■ What to produce
Show all lines from the data that include the word "them".

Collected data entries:
——

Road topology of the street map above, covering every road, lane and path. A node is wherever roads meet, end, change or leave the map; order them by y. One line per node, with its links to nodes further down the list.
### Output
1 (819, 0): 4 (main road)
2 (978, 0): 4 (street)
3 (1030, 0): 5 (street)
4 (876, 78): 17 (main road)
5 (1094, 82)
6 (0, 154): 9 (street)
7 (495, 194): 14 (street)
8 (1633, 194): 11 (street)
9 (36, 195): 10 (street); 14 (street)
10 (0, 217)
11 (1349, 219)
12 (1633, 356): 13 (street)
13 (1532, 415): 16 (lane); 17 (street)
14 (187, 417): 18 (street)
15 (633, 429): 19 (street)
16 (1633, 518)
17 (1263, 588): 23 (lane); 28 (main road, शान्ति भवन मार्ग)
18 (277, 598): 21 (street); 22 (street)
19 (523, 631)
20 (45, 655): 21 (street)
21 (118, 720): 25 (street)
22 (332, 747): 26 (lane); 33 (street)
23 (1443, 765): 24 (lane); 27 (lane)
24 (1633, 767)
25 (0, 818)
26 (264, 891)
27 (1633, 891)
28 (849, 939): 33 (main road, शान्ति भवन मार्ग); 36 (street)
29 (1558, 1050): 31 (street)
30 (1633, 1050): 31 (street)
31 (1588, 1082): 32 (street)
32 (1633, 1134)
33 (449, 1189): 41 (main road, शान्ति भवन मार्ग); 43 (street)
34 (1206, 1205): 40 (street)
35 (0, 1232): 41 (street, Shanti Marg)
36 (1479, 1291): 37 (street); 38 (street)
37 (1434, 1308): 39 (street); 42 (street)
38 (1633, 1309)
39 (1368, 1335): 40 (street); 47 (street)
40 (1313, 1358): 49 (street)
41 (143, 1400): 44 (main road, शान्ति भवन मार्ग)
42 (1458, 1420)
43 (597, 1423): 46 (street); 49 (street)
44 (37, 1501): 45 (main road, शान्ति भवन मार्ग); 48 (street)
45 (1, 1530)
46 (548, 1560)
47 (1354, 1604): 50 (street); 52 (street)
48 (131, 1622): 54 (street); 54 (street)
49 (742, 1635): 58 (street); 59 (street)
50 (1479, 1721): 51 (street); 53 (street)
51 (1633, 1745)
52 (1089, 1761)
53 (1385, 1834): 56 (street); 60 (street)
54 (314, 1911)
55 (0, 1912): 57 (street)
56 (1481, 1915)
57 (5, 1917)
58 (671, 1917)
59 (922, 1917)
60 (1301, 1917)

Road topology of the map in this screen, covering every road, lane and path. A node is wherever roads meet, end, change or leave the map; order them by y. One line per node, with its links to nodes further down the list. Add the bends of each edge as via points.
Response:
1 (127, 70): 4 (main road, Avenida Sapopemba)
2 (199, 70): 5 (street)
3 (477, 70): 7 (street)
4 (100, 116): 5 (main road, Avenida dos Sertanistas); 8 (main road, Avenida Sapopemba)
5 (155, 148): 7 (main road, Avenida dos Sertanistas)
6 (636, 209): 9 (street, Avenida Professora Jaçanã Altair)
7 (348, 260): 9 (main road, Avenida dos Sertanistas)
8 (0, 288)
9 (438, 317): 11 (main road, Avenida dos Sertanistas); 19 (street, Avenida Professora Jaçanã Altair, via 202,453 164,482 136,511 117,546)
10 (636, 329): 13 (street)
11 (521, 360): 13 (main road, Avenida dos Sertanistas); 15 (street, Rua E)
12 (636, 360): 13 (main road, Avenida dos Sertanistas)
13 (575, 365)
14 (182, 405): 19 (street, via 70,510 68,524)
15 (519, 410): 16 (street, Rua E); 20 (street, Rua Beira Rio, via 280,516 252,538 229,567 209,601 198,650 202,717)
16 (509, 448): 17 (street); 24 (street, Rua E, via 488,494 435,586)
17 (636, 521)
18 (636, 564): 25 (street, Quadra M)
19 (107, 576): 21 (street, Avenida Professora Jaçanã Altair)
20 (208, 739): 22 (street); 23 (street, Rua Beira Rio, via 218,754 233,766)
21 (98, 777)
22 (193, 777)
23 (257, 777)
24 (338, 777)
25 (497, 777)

——

■ Problem solution
Road topology of the street map above, covering every road, lane and path. A node is wherever roads meet, end, change or leave the map; order them by y. One line per node, with its links to nodes further down the list.
Road topology of the map in this screen, covering every road, lane and path. A node is wherever roads meet, end, change or leave the map; order them by y. One line per node, with its links to nodes further down the list. Add the bends of each edge as via points.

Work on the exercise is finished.